Segment Open
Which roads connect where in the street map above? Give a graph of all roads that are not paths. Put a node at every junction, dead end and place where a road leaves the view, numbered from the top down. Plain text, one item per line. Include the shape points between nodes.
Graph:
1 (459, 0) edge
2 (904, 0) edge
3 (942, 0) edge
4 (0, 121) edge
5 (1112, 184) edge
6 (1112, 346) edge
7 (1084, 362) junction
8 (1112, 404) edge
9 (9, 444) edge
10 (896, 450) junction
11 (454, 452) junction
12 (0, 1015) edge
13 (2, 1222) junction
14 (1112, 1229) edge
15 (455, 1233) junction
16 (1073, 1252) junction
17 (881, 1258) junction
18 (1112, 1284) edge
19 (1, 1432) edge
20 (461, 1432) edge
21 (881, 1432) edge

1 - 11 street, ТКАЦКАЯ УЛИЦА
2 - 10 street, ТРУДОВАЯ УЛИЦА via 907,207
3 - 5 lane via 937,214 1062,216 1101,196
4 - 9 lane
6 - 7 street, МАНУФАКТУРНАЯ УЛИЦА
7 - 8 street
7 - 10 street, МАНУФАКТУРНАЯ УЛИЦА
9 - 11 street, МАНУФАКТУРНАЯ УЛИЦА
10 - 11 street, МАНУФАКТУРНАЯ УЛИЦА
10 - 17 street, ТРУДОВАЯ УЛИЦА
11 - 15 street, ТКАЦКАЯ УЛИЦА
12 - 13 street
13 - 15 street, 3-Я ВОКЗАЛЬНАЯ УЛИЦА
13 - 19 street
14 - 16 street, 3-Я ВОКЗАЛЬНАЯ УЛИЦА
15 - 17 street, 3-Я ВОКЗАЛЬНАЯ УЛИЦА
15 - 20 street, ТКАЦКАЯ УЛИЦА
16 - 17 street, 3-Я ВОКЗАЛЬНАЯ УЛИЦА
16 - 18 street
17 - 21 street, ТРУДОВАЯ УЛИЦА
Segment Closed
▶ _What is expected_: Transcribe the entries above exactly.

▶ _Response for this exercise_:
Which roads connect where in the street map above? Give a graph of all roads that are not paths. Put a node at every junction, dead end and place where a road leaves the view, numbered from the top down. Plain text, one item per line. Include the shape points between nodes.
Graph:
1 (459, 0) edge
2 (904, 0) edge
3 (942, 0) edge
4 (0, 121) edge
5 (1112, 184) edge
6 (1112, 346) edge
7 (1084, 362) junction
8 (1112, 404) edge
9 (9, 444) edge
10 (896, 450) junction
11 (454, 452) junction
12 (0, 1015) edge
13 (2, 1222) junction
14 (1112, 1229) edge
15 (455, 1233) junction
16 (1073, 1252) junction
17 (881, 1258) junction
18 (1112, 1284) edge
19 (1, 1432) edge
20 (461, 1432) edge
21 (881, 1432) edge

1 - 11 street, ТКАЦКАЯ УЛИЦА
2 - 10 street, ТРУДОВАЯ УЛИЦА via 907,207
3 - 5 lane via 937,214 1062,216 1101,196
4 - 9 lane
6 - 7 street, МАНУФАКТУРНАЯ УЛИЦА
7 - 8 street
7 - 10 street, МАНУФАКТУРНАЯ УЛИЦА
9 - 11 street, МАНУФАКТУРНАЯ УЛИЦА
10 - 11 street, МАНУФАКТУРНАЯ УЛИЦА
10 - 17 street, ТРУДОВАЯ УЛИЦА
11 - 15 street, ТКАЦКАЯ УЛИЦА
12 - 13 street
13 - 15 street, 3-Я ВОКЗАЛЬНАЯ УЛИЦА
13 - 19 street
14 - 16 street, 3-Я ВОКЗАЛЬНАЯ УЛИЦА
15 - 17 street, 3-Я ВОКЗАЛЬНАЯ УЛИЦА
15 - 20 street, ТКАЦКАЯ УЛИЦА
16 - 17 street, 3-Я ВОКЗАЛЬНАЯ УЛИЦА
16 - 18 street
17 - 21 street, ТРУДОВАЯ УЛИЦА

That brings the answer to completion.